Sprawą figury św. Józefa zainteresował się radny Jarosław Szczerba. Zaapelował do mieleckiego magistratu, by ten zadbał o zabytek.
Urząd Miejski w odpowiedzi do radnego wskazał zasady finansowania renowacji zabytków. - Wprowadzenie ochrony konserwatorskiej nakłada na właściciela zabytku obowiązek zabezpieczenia i utrzymania zabytku oraz jego otoczenia w jak najlepszym stanie oraz informowania Wojewódzkiego Konserwatora Zabytków o wszelkich zniszczeniach i naruszeniach substancji zabytku. Wsparciem dla właścicieli w tym zakresie może być pomoc finansowa z budżetu jednostki samorządu terytorialnego - czytamy w piśmie.
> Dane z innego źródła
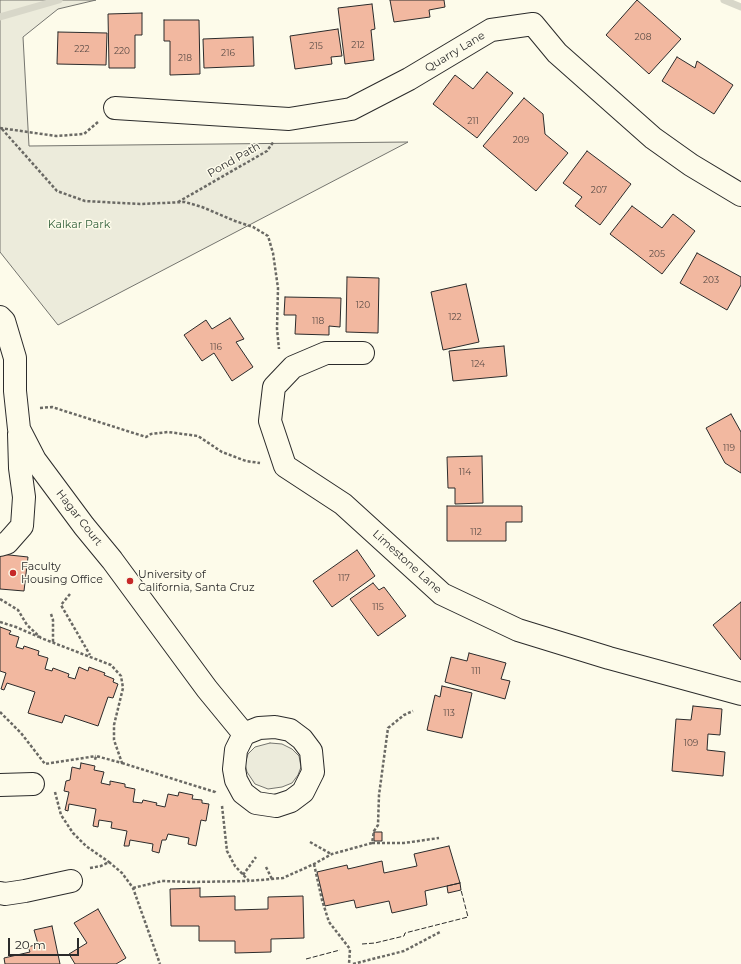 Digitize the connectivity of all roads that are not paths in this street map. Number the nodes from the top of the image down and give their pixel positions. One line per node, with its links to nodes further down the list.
1 (115, 108): 2 (street, Quarry Lane)
2 (741, 195)
3 (0, 317): 5 (street, Hagar Court)
4 (363, 353): 7 (street, Limestone Lane)
5 (18, 420): 6 (street); 8 (street, Hagar Court)
6 (0, 545)
7 (741, 694)
8 (244, 734)
9 (44, 780): 10 (street)
10 (0, 785)
11 (71, 881): 12 (street)
12 (0, 893) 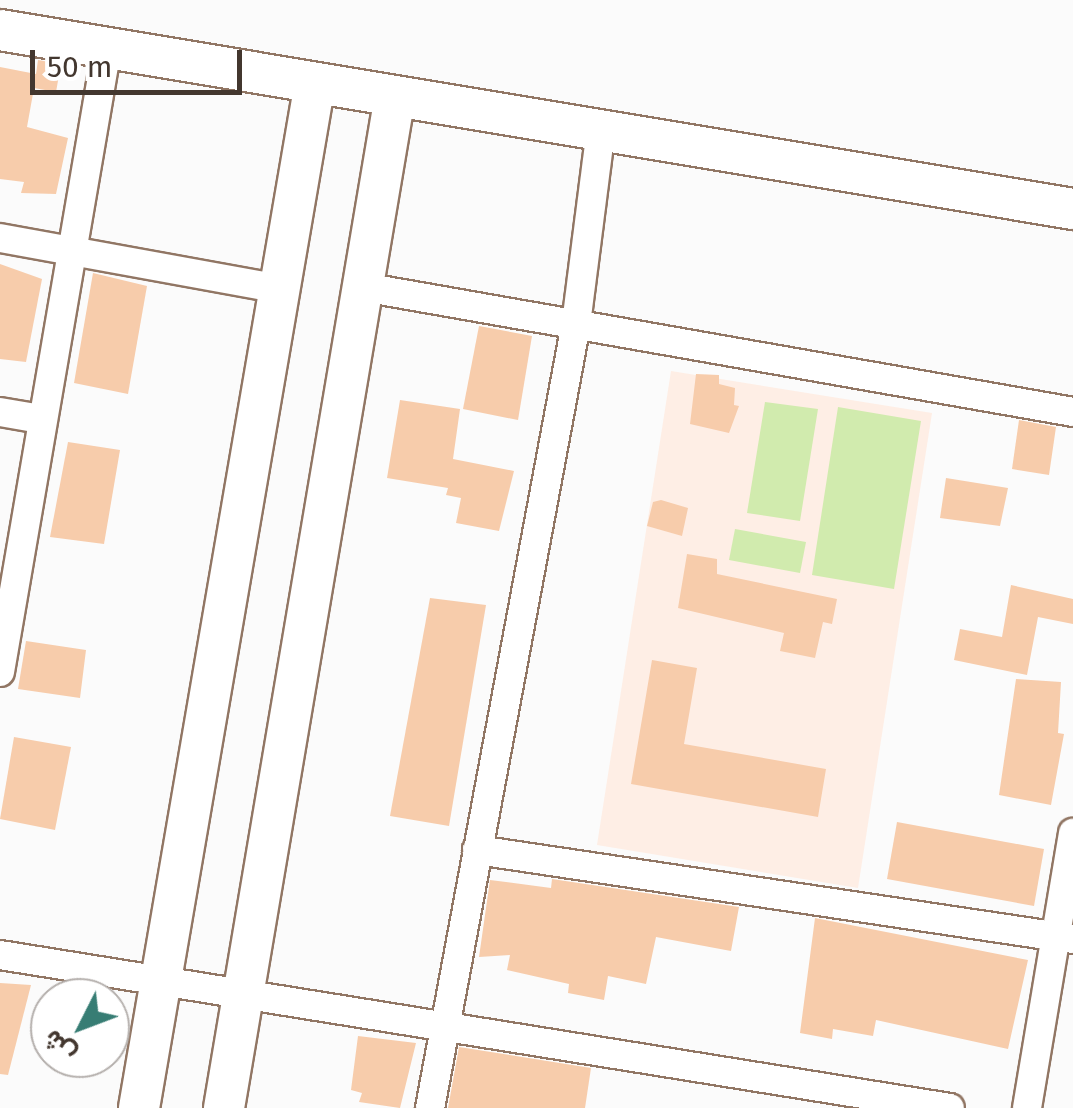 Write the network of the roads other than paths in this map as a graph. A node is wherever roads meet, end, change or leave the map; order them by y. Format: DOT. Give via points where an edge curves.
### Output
graph roads {
  1 [pos="0,30"];
  2 [pos="107,48"];
  3 [pos="315,82"];
  4 [pos="395,96"];
  5 [pos="602,130"];
  6 [pos="1073,209"];
  7 [pos="0,238"];
  8 [pos="68,251"];
  9 [pos="363,286"];
  10 [pos="280,289"];
  11 [pos="576,324"];
  12 [pos="0,412"];
  13 [pos="1073,412"];
  14 [pos="40,419"];
  15 [pos="0,672"];
  16 [pos="1073,834"];
  17 [pos="477,850"];
  18 [pos="1064,937"];
  19 [pos="0,955"];
  20 [pos="161,980"];
  21 [pos="244,994"];
  22 [pos="443,1028"];
  23 [pos="139,1108"];
  24 [pos="224,1108"];
  25 [pos="430,1108"];
  26 [pos="950,1108"];
  27 [pos="1027,1108"];
  1 -- 2 [label="street"];
  2 -- 3 [label="street"];
  2 -- 8 [label="street"];
  3 -- 4 [label="street"];
  3 -- 10 [label="street"];
  4 -- 5 [label="street"];
  4 -- 9 [label="street"];
  5 -- 6 [label="street"];
  5 -- 11 [label="street"];
  7 -- 8 [label="street"];
  8 -- 10 [label="street"];
  8 -- 14 [label="street"];
  9 -- 11 [label="street"];
  9 -- 21 [label="street"];
  10 -- 20 [label="street"];
  11 -- 13 [label="street"];
  11 -- 17 [label="street"];
  12 -- 14 [label="street"];
  14 -- 15 [label="street"];
  16 -- 18 [label="street"];
  17 -- 18 [label="street"];
  17 -- 22 [label="street"];
  18 -- 27 [label="street"];
  19 -- 20 [label="street"];
  20 -- 21 [label="street"];
  20 -- 23 [label="street"];
  21 -- 22 [label="street"];
  21 -- 24 [label="street"];
  22 -- 25 [label="street"];
  22 -- 26 [label="street"];
} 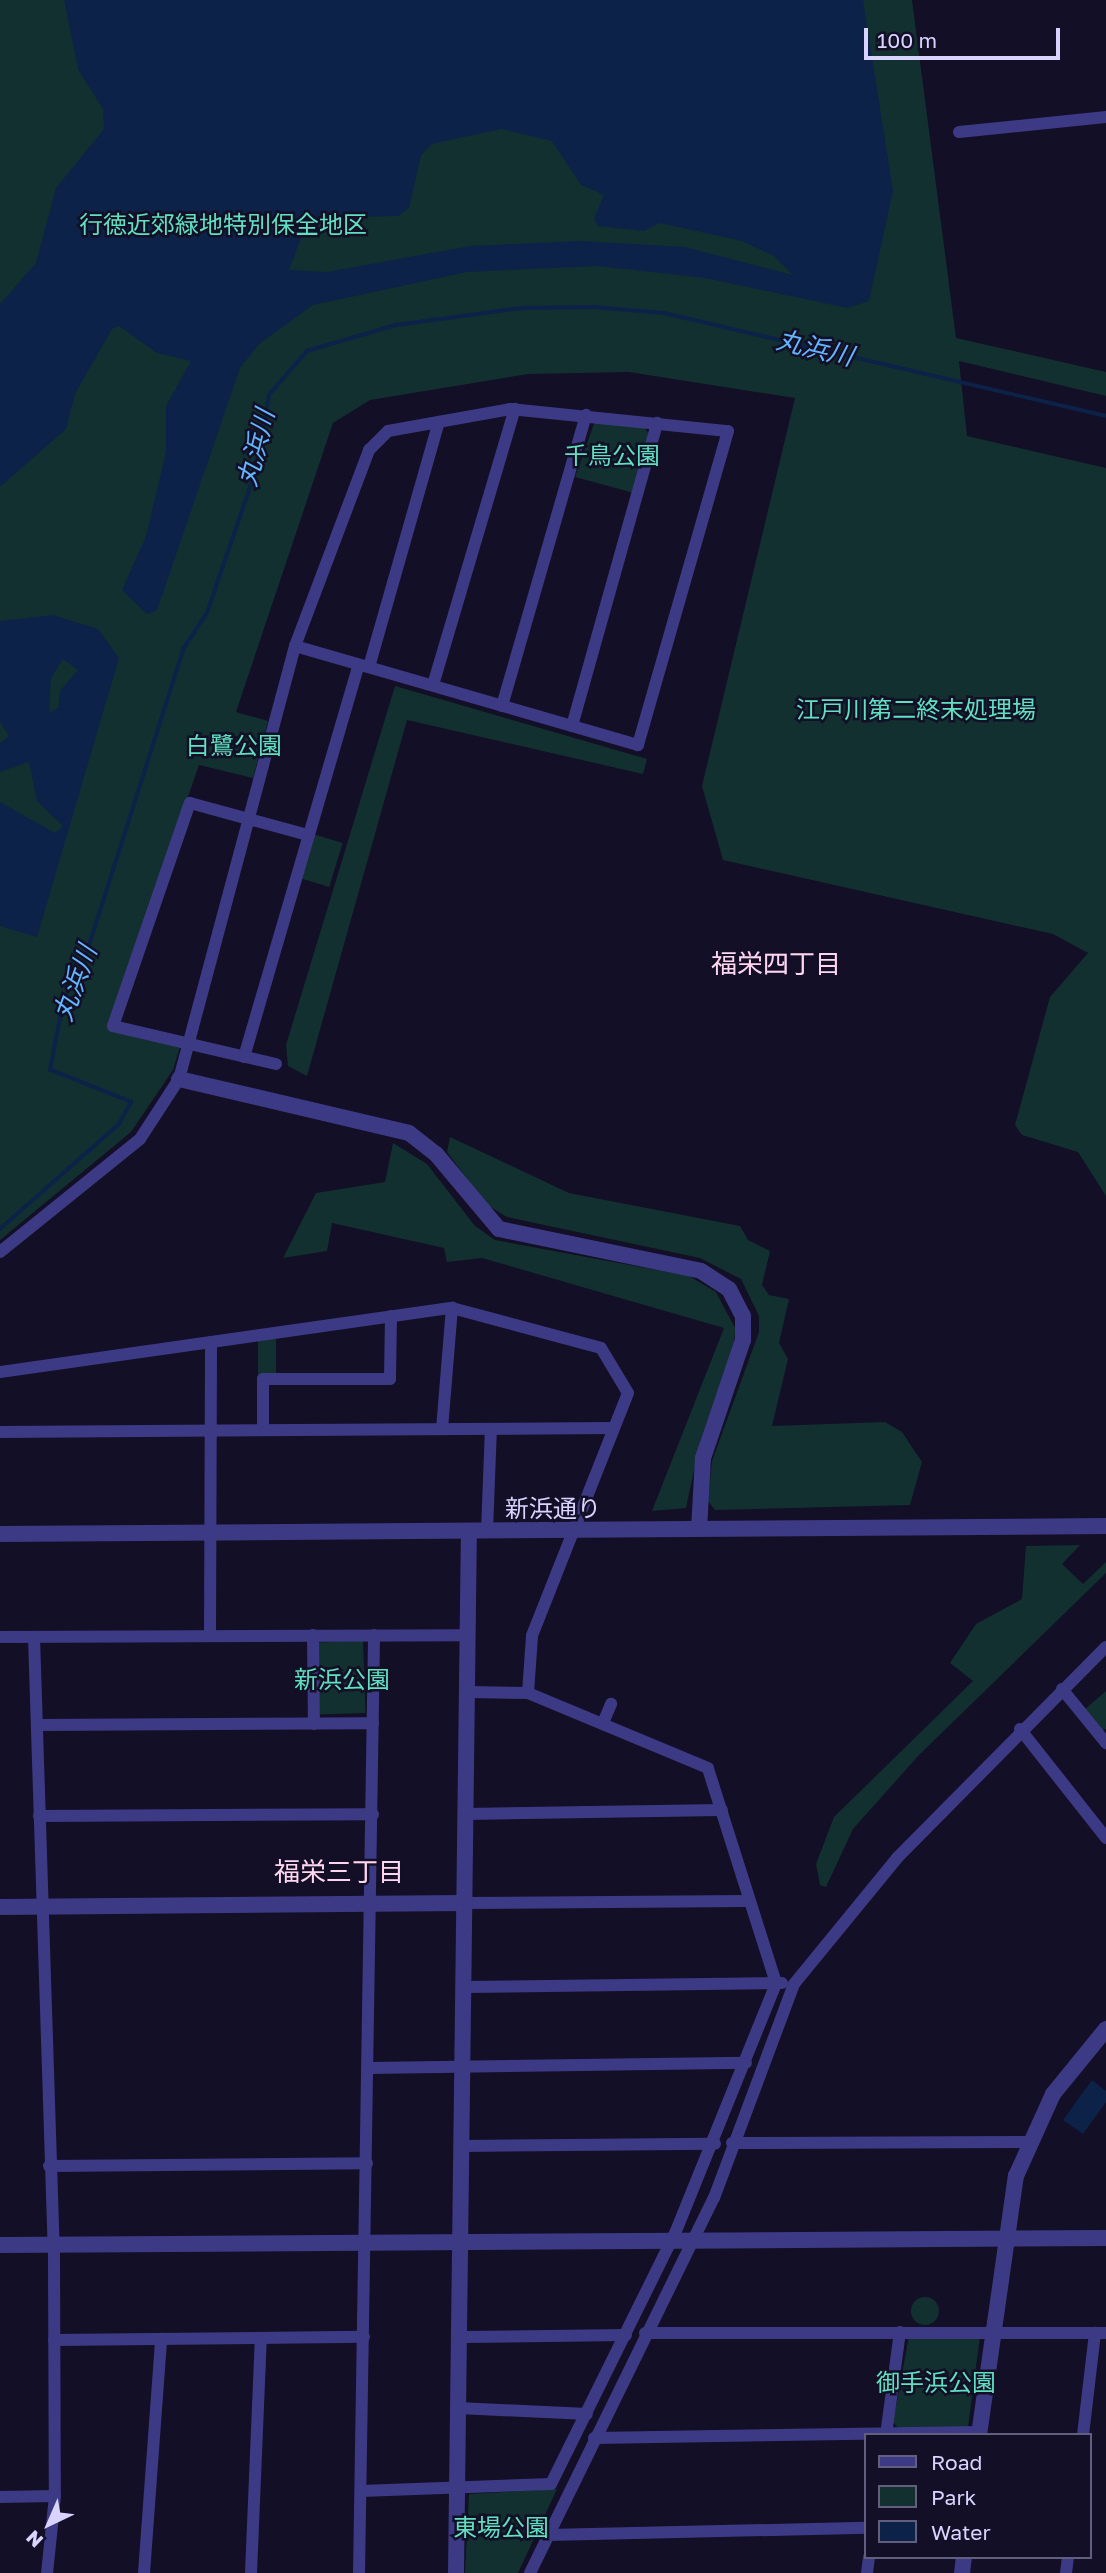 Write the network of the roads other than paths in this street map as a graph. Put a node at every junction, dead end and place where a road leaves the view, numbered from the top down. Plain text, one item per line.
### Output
1 (1106, 117) edge
2 (959, 132) dead end
3 (515, 409) junction
4 (586, 415) junction
5 (439, 422) junction
6 (657, 423) junction
7 (295, 646) junction
8 (364, 666) junction
9 (433, 685) junction
10 (502, 706) junction
11 (572, 726) junction
12 (248, 818) junction
13 (309, 835) junction
14 (188, 1045) junction
15 (244, 1057) junction
16 (276, 1064) dead end
17 (178, 1079) junction
18 (0, 1252) edge
19 (452, 1308) junction
20 (391, 1316) junction
21 (211, 1342) junction
22 (0, 1372) edge
23 (614, 1428) junction
24 (442, 1429) junction
25 (491, 1429) junction
26 (263, 1430) junction
27 (211, 1431) junction
28 (0, 1432) edge
29 (1106, 1526) edge
30 (699, 1529) junction
31 (575, 1530) junction
32 (469, 1531) junction
33 (487, 1531) junction
34 (209, 1533) junction
35 (0, 1534) edge
36 (468, 1634) junction
37 (313, 1635) junction
38 (374, 1635) junction
39 (210, 1636) junction
40 (0, 1637) edge
41 (34, 1637) junction
42 (1106, 1647) edge
43 (1062, 1689) junction
44 (468, 1692) junction
45 (528, 1693) junction
46 (611, 1704) dead end
47 (373, 1723) junction
48 (603, 1723) junction
49 (314, 1724) junction
50 (37, 1725) junction
51 (1020, 1729) junction
52 (1106, 1743) edge
53 (722, 1810) junction
54 (373, 1814) junction
55 (466, 1814) junction
56 (39, 1816) junction
57 (1106, 1838) edge
58 (748, 1900) junction
59 (465, 1903) junction
60 (371, 1904) junction
61 (41, 1907) junction
62 (0, 1908) edge
63 (776, 1983) junction
64 (794, 1984) junction
65 (464, 1987) junction
66 (1106, 2029) edge
67 (746, 2063) junction
68 (463, 2066) junction
69 (368, 2068) junction
70 (1028, 2142) junction
71 (732, 2143) junction
72 (715, 2144) junction
73 (461, 2146) junction
74 (367, 2163) junction
75 (49, 2166) junction
76 (1106, 2238) edge
77 (1004, 2239) junction
78 (671, 2241) junction
79 (690, 2241) junction
80 (461, 2242) junction
81 (365, 2243) junction
82 (0, 2245) edge
83 (52, 2245) junction
84 (900, 2332) junction
85 (992, 2332) junction
86 (645, 2333) junction
87 (1101, 2333) edge
88 (626, 2334) junction
89 (364, 2337) junction
90 (458, 2337) junction
91 (261, 2338) junction
92 (161, 2339) junction
93 (54, 2340) junction
94 (457, 2408) junction
95 (587, 2414) junction
96 (886, 2433) edge
97 (980, 2433) edge
98 (1083, 2433) edge
99 (864, 2434) edge
100 (594, 2438) junction
101 (456, 2490) junction
102 (361, 2491) junction
103 (55, 2496) junction
104 (0, 2497) edge
105 (864, 2528) edge
106 (548, 2535) junction
107 (47, 2573) edge
108 (144, 2573) edge
109 (251, 2573) edge
110 (359, 2573) edge
111 (456, 2573) edge
112 (530, 2573) edge

1 - 2 street
3 - 4 street
3 - 5 street
3 - 9 street
4 - 6 street
4 - 10 street
5 - 7 street
5 - 8 street
6 - 11 street
6 - 11 street
7 - 8 street
7 - 12 street
8 - 9 street
8 - 13 street
9 - 10 street
10 - 11 street
12 - 13 street
12 - 14 street
12 - 14 street
13 - 15 street
14 - 15 street
14 - 17 street
15 - 16 street
17 - 18 street
17 - 30 street
19 - 20 street
19 - 23 street
19 - 24 street
20 - 21 street
20 - 26 street
21 - 22 street
21 - 27 street
23 - 25 street
23 - 31 street
24 - 25 street
24 - 26 street
25 - 33 street
26 - 27 street
27 - 28 street
27 - 34 street
29 - 30 street, 新浜通り
30 - 31 street, 新浜通り
31 - 33 street, 新浜通り
31 - 45 street
32 - 33 street, 新浜通り
32 - 34 street, 新浜通り
32 - 36 street
34 - 35 street, 新浜通り
34 - 39 street
36 - 38 street
36 - 44 street
37 - 38 street
37 - 39 street
37 - 49 street
38 - 47 street
39 - 41 street
40 - 41 street
41 - 50 street
42 - 43 street
43 - 51 street
43 - 52 street
44 - 45 street
44 - 55 street
45 - 48 street
46 - 48 street
47 - 49 street
47 - 54 street
48 - 53 street
49 - 50 street
50 - 56 street
51 - 57 street
51 - 64 street
53 - 55 street
53 - 58 street
54 - 56 street
54 - 60 street
55 - 59 street
56 - 61 street
58 - 59 street
58 - 63 street
59 - 60 street
59 - 65 street
60 - 61 street
60 - 69 street
61 - 62 street
61 - 75 street
63 - 64 street
63 - 65 street
63 - 67 street
64 - 71 street
65 - 68 street
66 - 70 street
67 - 68 street
67 - 72 street
68 - 69 street
68 - 73 street
69 - 74 street
70 - 71 street
70 - 77 street
71 - 79 street
72 - 73 street
72 - 78 street
73 - 80 street
74 - 75 street
74 - 81 street
75 - 83 street
76 - 77 street
77 - 79 street
77 - 85 street
78 - 79 street
78 - 80 street
78 - 88 street
79 - 86 street
80 - 81 street
80 - 90 street
81 - 83 street
81 - 89 street
82 - 83 street
83 - 93 street
84 - 85 street
84 - 86 street
84 - 96 street
85 - 87 street
85 - 97 street
86 - 100 street
87 - 98 street
88 - 90 street
88 - 95 street
89 - 91 street
89 - 102 street
90 - 94 street
91 - 92 street
91 - 109 street
92 - 93 street
92 - 108 street
93 - 103 street
94 - 95 street
94 - 101 street
95 - 101 street
99 - 100 street
100 - 106 street
101 - 102 street
101 - 111 street
102 - 110 street
103 - 104 street
103 - 107 street
105 - 106 street
106 - 112 street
Uchwała rady miejskiej z 2015 określa zasady przyznawania takich dotacji, ale obejmuje ona wyłącznie finansowanie zabytków ujętych w rejestrze. - Uchwała odnosi się wyłącznie do prac konserwatorskich, restauratorskich lub robót budowlanych przy zabytku wpisanym do rejestru zabytków - podkreśla magistrat. - W chwili obecnej przyjęta uchwała nie daje możliwości ewentualnego dofinansowania prac konserwatorskich przy figurze św. Józefa z Dzieciątkiem jako obiektu ujętego w Gminnej Ewidencji Zabytków.
Magistrat w połowie kwietnia zwrócił się do Wojewódzkiego Konserwatora Zabytków z pytaniem o możliwości prawne i finansowe, które pozwolą na renowację figury. Na razie nie ma jednak odpowiedzi w tej sprawie.